* **EXERCISE GOAL**: Word for word, restate the listing that follows and leave out the images.
========
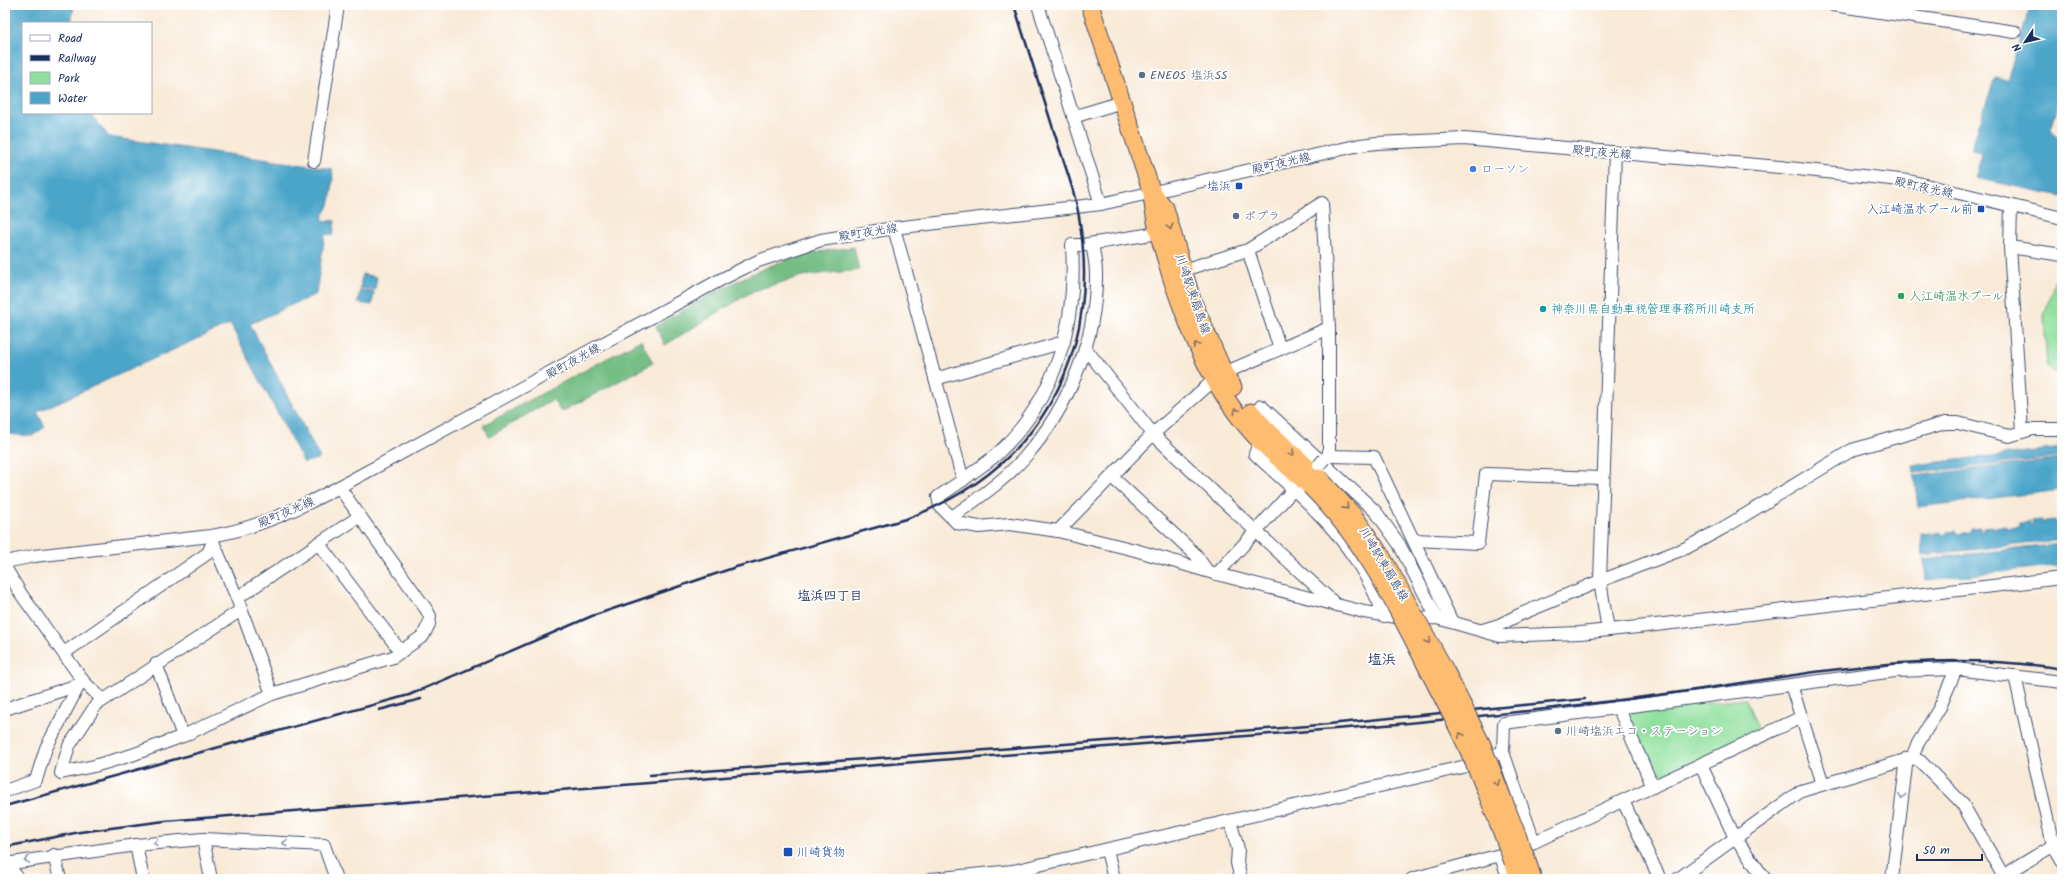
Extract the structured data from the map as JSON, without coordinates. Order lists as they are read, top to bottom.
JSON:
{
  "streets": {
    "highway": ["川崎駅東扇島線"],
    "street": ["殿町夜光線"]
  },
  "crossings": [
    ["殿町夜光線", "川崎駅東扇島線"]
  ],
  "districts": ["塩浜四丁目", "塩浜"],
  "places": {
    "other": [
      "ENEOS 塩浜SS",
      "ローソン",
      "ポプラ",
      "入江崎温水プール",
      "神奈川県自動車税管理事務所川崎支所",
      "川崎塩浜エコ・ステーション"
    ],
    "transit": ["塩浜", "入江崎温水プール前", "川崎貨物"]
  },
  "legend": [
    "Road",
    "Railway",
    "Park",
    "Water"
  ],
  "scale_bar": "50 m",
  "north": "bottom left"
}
========
* **WRITTEN ANSWER**:
Extract the structured data from the map as JSON, without coordinates. Order lists as they are read, top to bottom.
JSON:
{
  "streets": {
    "highway": ["川崎駅東扇島線"],
    "street": ["殿町夜光線"]
  },
  "crossings": [
    ["殿町夜光線", "川崎駅東扇島線"]
  ],
  "districts": ["塩浜四丁目", "塩浜"],
  "places": {
    "other": [
      "ENEOS 塩浜SS",
      "ローソン",
      "ポプラ",
      "入江崎温水プール",
      "神奈川県自動車税管理事務所川崎支所",
      "川崎塩浜エコ・ステーション"
    ],
    "transit": ["塩浜", "入江崎温水プール前", "川崎貨物"]
  },
  "legend": [
    "Road",
    "Railway",
    "Park",
    "Water"
  ],
  "scale_bar": "50 m",
  "north": "bottom left"
}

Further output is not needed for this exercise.